What you are asked to do –
Down to the final line, reproduce the entries that follow exactly.

Saved data entries
————

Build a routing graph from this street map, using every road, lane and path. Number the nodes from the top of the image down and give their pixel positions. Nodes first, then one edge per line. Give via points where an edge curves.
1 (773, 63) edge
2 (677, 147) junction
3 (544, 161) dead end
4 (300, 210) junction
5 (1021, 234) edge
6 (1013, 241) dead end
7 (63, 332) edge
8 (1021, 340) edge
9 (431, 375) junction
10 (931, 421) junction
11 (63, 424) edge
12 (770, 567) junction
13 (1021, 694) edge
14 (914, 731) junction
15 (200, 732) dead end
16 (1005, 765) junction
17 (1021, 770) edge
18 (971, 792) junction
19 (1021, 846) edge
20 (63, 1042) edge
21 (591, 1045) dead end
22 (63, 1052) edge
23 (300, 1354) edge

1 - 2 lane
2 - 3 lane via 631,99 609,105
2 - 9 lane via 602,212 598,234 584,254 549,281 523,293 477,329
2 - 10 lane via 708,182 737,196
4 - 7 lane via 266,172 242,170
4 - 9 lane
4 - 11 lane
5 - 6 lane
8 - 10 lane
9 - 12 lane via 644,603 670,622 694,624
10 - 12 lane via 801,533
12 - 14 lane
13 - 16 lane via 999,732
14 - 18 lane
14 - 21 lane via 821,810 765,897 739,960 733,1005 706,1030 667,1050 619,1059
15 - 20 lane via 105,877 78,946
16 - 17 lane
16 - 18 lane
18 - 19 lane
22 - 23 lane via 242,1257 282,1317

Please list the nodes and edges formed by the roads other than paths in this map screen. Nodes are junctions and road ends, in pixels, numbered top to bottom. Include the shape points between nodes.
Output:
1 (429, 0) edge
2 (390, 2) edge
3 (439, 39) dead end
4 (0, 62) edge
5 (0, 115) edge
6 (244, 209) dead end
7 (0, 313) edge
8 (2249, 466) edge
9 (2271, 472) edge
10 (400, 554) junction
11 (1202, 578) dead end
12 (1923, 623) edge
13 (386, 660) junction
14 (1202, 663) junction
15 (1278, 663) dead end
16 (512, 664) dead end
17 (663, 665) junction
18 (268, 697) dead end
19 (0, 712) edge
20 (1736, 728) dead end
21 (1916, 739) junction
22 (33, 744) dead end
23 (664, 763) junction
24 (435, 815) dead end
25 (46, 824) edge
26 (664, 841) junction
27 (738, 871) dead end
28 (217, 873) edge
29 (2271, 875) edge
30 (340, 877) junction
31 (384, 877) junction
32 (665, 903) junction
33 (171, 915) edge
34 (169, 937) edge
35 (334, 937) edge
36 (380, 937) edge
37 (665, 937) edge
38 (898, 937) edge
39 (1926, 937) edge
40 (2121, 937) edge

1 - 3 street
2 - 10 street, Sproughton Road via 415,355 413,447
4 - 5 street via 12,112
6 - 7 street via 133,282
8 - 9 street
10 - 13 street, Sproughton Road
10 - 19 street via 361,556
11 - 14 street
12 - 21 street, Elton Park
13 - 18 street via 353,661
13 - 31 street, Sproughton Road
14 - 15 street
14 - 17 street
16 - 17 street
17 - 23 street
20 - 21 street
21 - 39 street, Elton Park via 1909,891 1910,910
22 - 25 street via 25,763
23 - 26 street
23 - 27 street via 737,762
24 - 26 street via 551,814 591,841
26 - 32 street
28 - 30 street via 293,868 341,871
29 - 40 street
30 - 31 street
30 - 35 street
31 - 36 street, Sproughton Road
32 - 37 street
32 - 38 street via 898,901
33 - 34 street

————

Task solution –
Build a routing graph from this street map, using every road, lane and path. Number the nodes from the top of the image down and give their pixel positions. Nodes first, then one edge per line. Give via points where an edge curves.
1 (773, 63) edge
2 (677, 147) junction
3 (544, 161) dead end
4 (300, 210) junction
5 (1021, 234) edge
6 (1013, 241) dead end
7 (63, 332) edge
8 (1021, 340) edge
9 (431, 375) junction
10 (931, 421) junction
11 (63, 424) edge
12 (770, 567) junction
13 (1021, 694) edge
14 (914, 731) junction
15 (200, 732) dead end
16 (1005, 765) junction
17 (1021, 770) edge
18 (971, 792) junction
19 (1021, 846) edge
20 (63, 1042) edge
21 (591, 1045) dead end
22 (63, 1052) edge
23 (300, 1354) edge

1 - 2 lane
2 - 3 lane via 631,99 609,105
2 - 9 lane via 602,212 598,234 584,254 549,281 523,293 477,329
2 - 10 lane via 708,182 737,196
4 - 7 lane via 266,172 242,170
4 - 9 lane
4 - 11 lane
5 - 6 lane
8 - 10 lane
9 - 12 lane via 644,603 670,622 694,624
10 - 12 lane via 801,533
12 - 14 lane
13 - 16 lane via 999,732
14 - 18 lane
14 - 21 lane via 821,810 765,897 739,960 733,1005 706,1030 667,1050 619,1059
15 - 20 lane via 105,877 78,946
16 - 17 lane
16 - 18 lane
18 - 19 lane
22 - 23 lane via 242,1257 282,1317

Please list the nodes and edges formed by the roads other than paths in this map screen. Nodes are junctions and road ends, in pixels, numbered top to bottom. Include the shape points between nodes.
Output:
1 (429, 0) edge
2 (390, 2) edge
3 (439, 39) dead end
4 (0, 62) edge
5 (0, 115) edge
6 (244, 209) dead end
7 (0, 313) edge
8 (2249, 466) edge
9 (2271, 472) edge
10 (400, 554) junction
11 (1202, 578) dead end
12 (1923, 623) edge
13 (386, 660) junction
14 (1202, 663) junction
15 (1278, 663) dead end
16 (512, 664) dead end
17 (663, 665) junction
18 (268, 697) dead end
19 (0, 712) edge
20 (1736, 728) dead end
21 (1916, 739) junction
22 (33, 744) dead end
23 (664, 763) junction
24 (435, 815) dead end
25 (46, 824) edge
26 (664, 841) junction
27 (738, 871) dead end
28 (217, 873) edge
29 (2271, 875) edge
30 (340, 877) junction
31 (384, 877) junction
32 (665, 903) junction
33 (171, 915) edge
34 (169, 937) edge
35 (334, 937) edge
36 (380, 937) edge
37 (665, 937) edge
38 (898, 937) edge
39 (1926, 937) edge
40 (2121, 937) edge

1 - 3 street
2 - 10 street, Sproughton Road via 415,355 413,447
4 - 5 street via 12,112
6 - 7 street via 133,282
8 - 9 street
10 - 13 street, Sproughton Road
10 - 19 street via 361,556
11 - 14 street
12 - 21 street, Elton Park
13 - 18 street via 353,661
13 - 31 street, Sproughton Road
14 - 15 street
14 - 17 street
16 - 17 street
17 - 23 street
20 - 21 street
21 - 39 street, Elton Park via 1909,891 1910,910
22 - 25 street via 25,763
23 - 26 street
23 - 27 street via 737,762
24 - 26 street via 551,814 591,841
26 - 32 street
28 - 30 street via 293,868 341,871
29 - 40 street
30 - 31 street
30 - 35 street
31 - 36 street, Sproughton Road
32 - 37 street
32 - 38 street via 898,901
33 - 34 street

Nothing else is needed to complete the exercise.